On the same day we talked with the abuelas we had another Q&A with some of the mothers who had kids in Safe Passage. One of the women who came in immediately stood out to me. I wasn’t sure why until she started talking. She told us that when she was a little girl her alcoholic father abandoned her, then when she got older her mother also abandoned her. By the time she was 16 she was living on the streets and that broke my heart. A month after I turned 11 my alcoholic father also abandoned me but thankfully I have my mother. After hearing her speak I felt a connection with her. When going into this, I didn’t think I would connect so deeply to someone whom I had never met. I don’t think I’ll ever forget her.
When we arrived in Boston from Guatemala, I felt immense gratitude for this experience. Thank you to all of the people who went to Guatemala with me. Thank you, especially to Nancy, because you stayed with me at the hotel when I was too sick to go to safe passage. You made it easier on me and you brought me the best chicken soup I’ve ever had. And, of course, thank you Carie. When I was sick and you video chatted me, that made me so incredibly happy and it really brightened my day. And, thank you the other youth who went on this trip with me. You all made me feel at home, when I was over 2000 miles away from my family.
Thank you to everyone in this congregation, because if it hadn’t been for all of you and your generous donations, I wouldn’t have been able to go.
In a nutshell this experience changed my life. I felt sorrow because of how horribly people and animals were getting treated.
Hope, because we got to have the opportunity to help change that. And I will be going back to Guatemala to help the kids and animals there. And, finally gratitude for all of my friends and family who went with me on this trip physically or in my heart.
During our time in Guatemala, we discussed quite frequently how easy it was to feel guilty. This guilt could come from many different places—for the color of our skin, and what that implied about us, for our privilege, for our security, or even for the fact that we felt there was so much more we could be doing.

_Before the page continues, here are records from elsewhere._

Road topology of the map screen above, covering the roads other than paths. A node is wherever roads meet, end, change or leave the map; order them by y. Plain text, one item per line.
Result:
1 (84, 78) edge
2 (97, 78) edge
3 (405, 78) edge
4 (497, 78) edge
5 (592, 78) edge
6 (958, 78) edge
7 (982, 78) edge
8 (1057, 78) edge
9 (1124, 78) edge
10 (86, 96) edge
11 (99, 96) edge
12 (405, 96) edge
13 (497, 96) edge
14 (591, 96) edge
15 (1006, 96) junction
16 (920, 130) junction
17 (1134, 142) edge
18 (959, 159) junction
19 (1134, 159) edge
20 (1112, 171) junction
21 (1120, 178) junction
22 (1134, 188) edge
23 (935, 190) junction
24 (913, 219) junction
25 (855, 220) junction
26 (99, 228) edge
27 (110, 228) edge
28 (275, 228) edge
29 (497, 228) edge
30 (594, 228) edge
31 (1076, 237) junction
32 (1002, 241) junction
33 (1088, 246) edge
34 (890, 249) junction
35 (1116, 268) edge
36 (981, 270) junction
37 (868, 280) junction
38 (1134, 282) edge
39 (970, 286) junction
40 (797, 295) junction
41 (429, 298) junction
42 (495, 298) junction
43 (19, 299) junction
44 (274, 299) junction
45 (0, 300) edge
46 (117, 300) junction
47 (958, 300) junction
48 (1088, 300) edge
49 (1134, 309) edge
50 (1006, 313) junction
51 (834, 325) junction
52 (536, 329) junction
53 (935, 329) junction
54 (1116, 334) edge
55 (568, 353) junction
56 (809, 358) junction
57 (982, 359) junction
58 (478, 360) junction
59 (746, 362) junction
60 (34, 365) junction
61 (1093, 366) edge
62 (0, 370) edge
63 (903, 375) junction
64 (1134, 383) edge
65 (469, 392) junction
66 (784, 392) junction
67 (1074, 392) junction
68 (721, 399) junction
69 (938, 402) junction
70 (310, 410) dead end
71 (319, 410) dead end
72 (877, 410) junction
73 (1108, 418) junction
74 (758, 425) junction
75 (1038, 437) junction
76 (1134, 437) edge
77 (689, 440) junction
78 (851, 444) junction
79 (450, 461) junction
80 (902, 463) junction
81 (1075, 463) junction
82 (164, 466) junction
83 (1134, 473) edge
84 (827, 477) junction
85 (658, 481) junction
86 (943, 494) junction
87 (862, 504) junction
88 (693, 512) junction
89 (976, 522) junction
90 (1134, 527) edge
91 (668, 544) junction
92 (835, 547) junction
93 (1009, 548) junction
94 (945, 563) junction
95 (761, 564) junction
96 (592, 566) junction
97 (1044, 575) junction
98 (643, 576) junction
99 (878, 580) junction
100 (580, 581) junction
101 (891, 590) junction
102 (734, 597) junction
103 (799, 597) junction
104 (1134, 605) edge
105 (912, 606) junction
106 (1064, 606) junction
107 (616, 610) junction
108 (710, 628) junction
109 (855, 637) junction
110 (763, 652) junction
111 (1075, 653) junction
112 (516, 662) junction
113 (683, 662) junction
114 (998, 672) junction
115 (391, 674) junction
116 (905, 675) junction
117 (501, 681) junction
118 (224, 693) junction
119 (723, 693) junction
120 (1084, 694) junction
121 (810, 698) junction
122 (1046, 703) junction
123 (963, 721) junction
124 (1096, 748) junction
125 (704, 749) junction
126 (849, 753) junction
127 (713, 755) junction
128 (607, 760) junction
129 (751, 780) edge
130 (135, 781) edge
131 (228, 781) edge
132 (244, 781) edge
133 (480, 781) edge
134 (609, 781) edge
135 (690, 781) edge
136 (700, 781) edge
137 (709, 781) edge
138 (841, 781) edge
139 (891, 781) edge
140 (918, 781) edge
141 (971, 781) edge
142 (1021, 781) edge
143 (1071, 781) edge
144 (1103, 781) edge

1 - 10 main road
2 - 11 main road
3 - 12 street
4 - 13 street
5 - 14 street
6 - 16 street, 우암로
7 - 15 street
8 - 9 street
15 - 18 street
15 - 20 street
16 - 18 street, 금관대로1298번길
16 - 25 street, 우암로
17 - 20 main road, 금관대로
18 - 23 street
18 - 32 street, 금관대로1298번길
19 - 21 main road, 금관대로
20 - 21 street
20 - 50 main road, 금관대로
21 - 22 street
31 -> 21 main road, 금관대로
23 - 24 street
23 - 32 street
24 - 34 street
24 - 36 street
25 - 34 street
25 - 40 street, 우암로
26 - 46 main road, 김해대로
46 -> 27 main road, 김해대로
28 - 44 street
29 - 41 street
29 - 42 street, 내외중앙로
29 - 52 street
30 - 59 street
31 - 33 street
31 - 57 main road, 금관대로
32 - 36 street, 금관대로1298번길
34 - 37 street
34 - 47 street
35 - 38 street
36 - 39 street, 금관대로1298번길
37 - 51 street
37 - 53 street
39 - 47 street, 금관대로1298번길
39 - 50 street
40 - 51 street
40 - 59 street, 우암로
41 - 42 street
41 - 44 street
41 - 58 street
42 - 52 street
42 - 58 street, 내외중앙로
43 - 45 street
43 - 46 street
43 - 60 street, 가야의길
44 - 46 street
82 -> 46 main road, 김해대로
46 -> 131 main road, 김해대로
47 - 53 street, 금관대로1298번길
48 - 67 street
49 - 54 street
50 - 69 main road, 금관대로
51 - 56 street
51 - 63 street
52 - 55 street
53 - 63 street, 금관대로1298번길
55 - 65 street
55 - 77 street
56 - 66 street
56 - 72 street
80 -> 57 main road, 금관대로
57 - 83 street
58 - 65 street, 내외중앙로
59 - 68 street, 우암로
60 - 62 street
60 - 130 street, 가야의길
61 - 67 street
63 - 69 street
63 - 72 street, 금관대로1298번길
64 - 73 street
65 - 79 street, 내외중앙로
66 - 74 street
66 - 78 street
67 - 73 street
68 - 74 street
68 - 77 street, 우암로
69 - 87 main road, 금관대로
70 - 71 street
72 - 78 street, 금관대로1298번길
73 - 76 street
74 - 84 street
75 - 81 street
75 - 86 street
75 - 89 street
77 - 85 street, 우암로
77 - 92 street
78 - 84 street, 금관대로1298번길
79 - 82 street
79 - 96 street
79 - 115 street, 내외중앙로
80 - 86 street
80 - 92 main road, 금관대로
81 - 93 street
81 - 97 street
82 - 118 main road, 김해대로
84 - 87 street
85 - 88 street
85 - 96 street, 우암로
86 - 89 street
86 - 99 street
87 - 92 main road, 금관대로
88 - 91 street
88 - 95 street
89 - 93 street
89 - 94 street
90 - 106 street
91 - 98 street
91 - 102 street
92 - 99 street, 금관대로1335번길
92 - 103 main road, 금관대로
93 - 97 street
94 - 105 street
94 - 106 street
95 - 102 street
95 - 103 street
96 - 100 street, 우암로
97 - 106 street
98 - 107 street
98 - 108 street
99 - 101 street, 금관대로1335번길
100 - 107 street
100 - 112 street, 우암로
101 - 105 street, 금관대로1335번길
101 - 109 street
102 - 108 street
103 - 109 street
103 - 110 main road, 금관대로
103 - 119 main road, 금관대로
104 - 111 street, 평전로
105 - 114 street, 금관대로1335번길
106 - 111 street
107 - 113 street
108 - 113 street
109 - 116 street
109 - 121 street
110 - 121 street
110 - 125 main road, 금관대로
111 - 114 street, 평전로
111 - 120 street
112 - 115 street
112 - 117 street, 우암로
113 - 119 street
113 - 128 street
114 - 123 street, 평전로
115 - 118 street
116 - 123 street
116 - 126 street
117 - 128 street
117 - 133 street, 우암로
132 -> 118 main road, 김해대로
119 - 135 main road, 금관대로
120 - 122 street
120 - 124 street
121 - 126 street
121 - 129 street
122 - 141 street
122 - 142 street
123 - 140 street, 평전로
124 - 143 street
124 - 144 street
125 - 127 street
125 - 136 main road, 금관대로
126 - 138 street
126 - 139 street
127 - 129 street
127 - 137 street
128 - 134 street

Yet as the trip progressed, I came to realize it isn’t who we are or what kind of world we are born into that matters. What matters is character, resilience, and understanding. What matters is the individual’s ability to expand their focus outside of themselves, to look for solutions, and to try their hardest.
I saw this kind of selflessness and perseverance on the behalves of both the MidMaine UU Youth, and the students of Safe Passage. It gives me hope and strength to know that despite what we see as a devastating position in life, these students (and their parents, let us not forget) are investing in a better life through education. It also gives me hope to know that members of our society are taking time to see these parts of the world and be educated in a different way. We choose to go to these places because we have decided to look outside of our bubble. From these experiences not only do we become more aware, but we return, as one of our youth so aptly put it, as ambassadors of our experience.
There will always be inequality, pain, injustice, and hardship in the world. We cannot fix that in one generation. But with youth like the ones we met in Guatemala and those who sit before you today, I can assure you that we are on the path to a better and brighter world.
I am forever grateful for this congregation, and for the four other congregations who supported us, for allowing us to make this spiritual pilgrimage, and to gain this wisdom which we will now hold in our hearts for the rest of our lives.